Brief >>
The reply consists of one number only: how many lines in the listing below contain the word "pinky".

Provided records >>
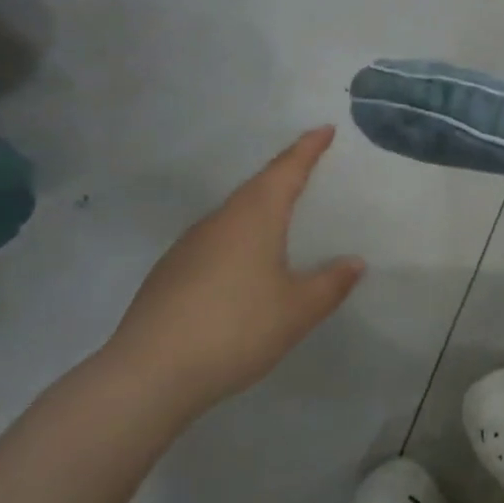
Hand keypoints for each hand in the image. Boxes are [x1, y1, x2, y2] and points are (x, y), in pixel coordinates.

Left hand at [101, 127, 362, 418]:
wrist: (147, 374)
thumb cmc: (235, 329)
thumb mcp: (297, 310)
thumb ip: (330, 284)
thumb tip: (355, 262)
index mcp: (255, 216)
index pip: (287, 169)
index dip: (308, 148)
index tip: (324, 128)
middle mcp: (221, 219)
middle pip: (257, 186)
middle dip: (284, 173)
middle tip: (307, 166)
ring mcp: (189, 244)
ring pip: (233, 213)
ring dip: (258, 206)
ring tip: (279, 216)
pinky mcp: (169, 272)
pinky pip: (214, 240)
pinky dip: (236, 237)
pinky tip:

--

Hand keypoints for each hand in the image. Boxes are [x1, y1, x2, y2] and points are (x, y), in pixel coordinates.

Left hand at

---

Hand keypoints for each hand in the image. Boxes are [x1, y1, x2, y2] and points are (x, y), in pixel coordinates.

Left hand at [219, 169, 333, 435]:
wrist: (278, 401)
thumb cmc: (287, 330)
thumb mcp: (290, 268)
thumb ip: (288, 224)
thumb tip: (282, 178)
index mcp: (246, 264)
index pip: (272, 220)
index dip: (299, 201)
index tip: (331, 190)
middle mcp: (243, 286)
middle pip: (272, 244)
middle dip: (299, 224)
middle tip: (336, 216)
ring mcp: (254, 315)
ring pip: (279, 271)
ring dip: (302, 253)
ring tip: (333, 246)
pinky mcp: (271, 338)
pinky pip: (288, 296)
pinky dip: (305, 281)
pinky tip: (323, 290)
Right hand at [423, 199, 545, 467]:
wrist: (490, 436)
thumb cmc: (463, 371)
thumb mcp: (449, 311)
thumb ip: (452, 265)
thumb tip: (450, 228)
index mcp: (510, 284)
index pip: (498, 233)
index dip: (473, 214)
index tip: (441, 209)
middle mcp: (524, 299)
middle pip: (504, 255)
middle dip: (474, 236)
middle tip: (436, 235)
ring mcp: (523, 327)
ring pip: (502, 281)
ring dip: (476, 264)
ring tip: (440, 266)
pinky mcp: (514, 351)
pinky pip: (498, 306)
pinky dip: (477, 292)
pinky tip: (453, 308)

Solution >>
12